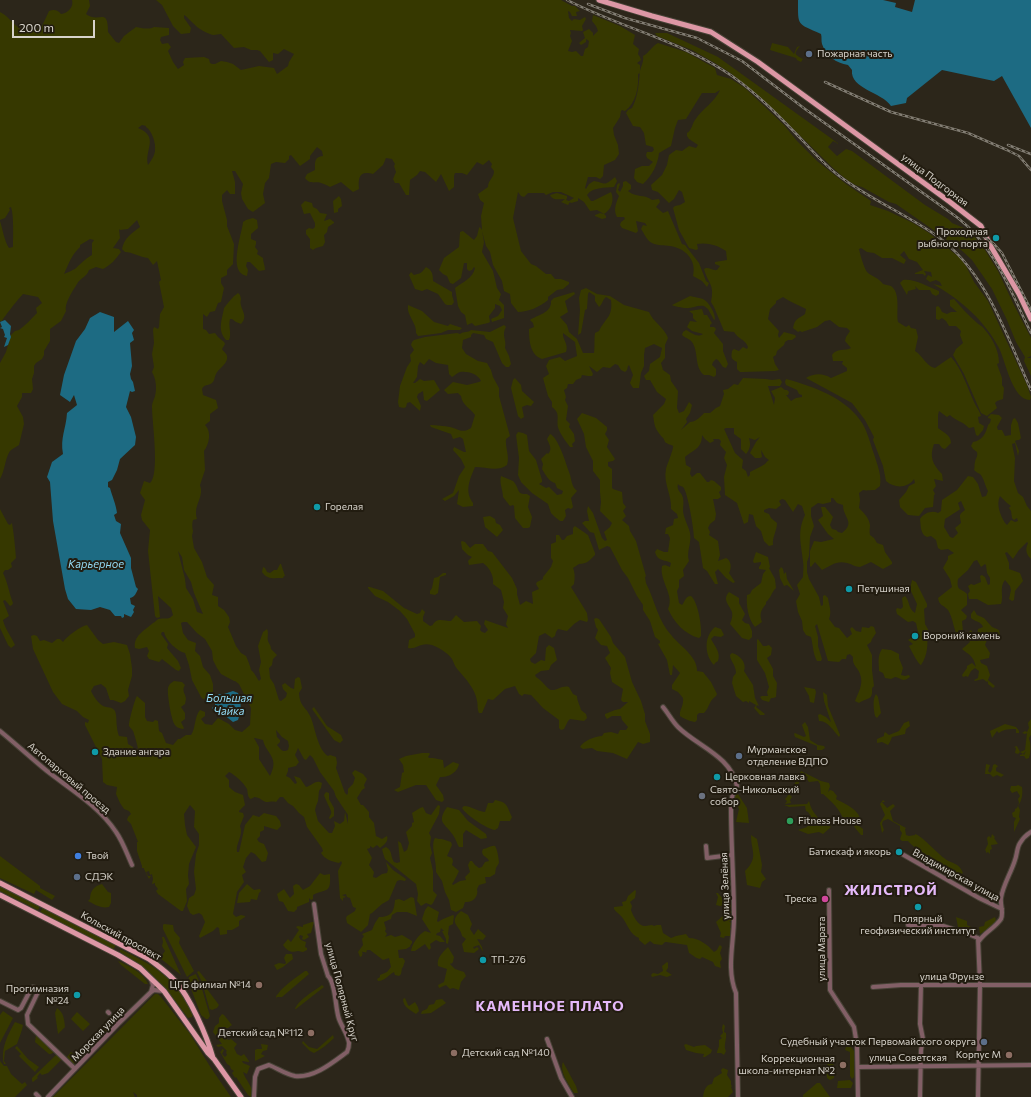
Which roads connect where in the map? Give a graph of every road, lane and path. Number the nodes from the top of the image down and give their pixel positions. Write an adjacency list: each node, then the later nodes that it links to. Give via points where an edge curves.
...
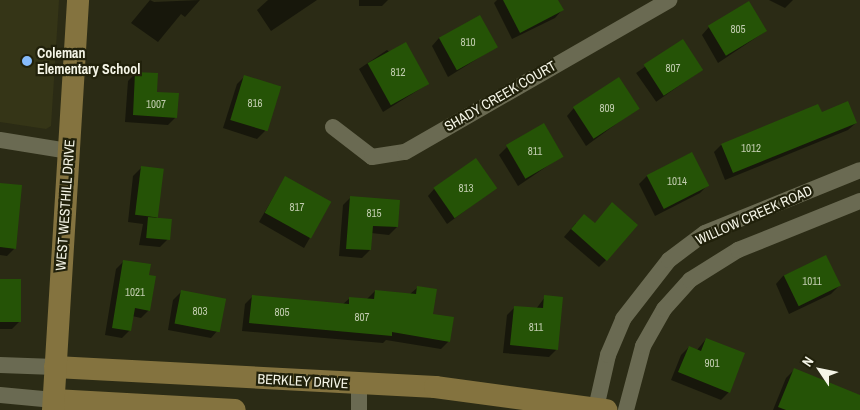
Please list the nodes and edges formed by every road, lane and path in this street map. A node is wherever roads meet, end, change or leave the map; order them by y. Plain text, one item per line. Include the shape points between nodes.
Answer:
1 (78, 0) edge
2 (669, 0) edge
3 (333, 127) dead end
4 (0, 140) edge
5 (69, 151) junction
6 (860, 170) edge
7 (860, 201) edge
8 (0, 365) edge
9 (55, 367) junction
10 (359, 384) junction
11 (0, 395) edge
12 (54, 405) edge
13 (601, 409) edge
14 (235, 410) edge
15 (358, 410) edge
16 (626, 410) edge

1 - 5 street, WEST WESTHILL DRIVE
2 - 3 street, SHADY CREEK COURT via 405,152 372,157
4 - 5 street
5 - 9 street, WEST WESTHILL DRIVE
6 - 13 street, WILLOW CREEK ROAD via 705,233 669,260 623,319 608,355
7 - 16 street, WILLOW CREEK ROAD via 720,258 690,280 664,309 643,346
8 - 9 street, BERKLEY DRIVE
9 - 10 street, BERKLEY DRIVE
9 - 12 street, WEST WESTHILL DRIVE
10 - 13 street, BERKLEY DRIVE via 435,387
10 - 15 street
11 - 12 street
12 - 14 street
--
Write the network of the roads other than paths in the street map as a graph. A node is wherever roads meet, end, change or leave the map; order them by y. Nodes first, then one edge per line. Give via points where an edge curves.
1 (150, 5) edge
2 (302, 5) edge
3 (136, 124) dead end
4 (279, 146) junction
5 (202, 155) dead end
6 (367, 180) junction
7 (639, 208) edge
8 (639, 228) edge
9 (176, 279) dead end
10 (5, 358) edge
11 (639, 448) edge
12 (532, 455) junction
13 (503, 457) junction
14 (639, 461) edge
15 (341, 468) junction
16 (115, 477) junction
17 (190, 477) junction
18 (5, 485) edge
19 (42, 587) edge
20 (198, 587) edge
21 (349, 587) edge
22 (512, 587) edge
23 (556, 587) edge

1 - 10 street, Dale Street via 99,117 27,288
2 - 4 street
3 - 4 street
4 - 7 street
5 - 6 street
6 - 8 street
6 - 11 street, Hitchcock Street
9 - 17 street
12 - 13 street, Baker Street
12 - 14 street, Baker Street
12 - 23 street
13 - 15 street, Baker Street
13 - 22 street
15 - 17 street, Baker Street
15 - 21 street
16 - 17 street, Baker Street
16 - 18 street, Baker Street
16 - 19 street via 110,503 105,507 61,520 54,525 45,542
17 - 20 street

• _How to complete this task_
If a line in the records above holds the string "list", copy it out.

• _Task response_
Which roads connect where in the map? Give a graph of every road, lane and path. Number the nodes from the top of the image down and give their pixel positions. Write an adjacency list: each node, then the later nodes that it links to. Give via points where an edge curves.
Please list the nodes and edges formed by every road, lane and path in this street map. A node is wherever roads meet, end, change or leave the map; order them by y. Plain text, one item per line. Include the shape points between nodes.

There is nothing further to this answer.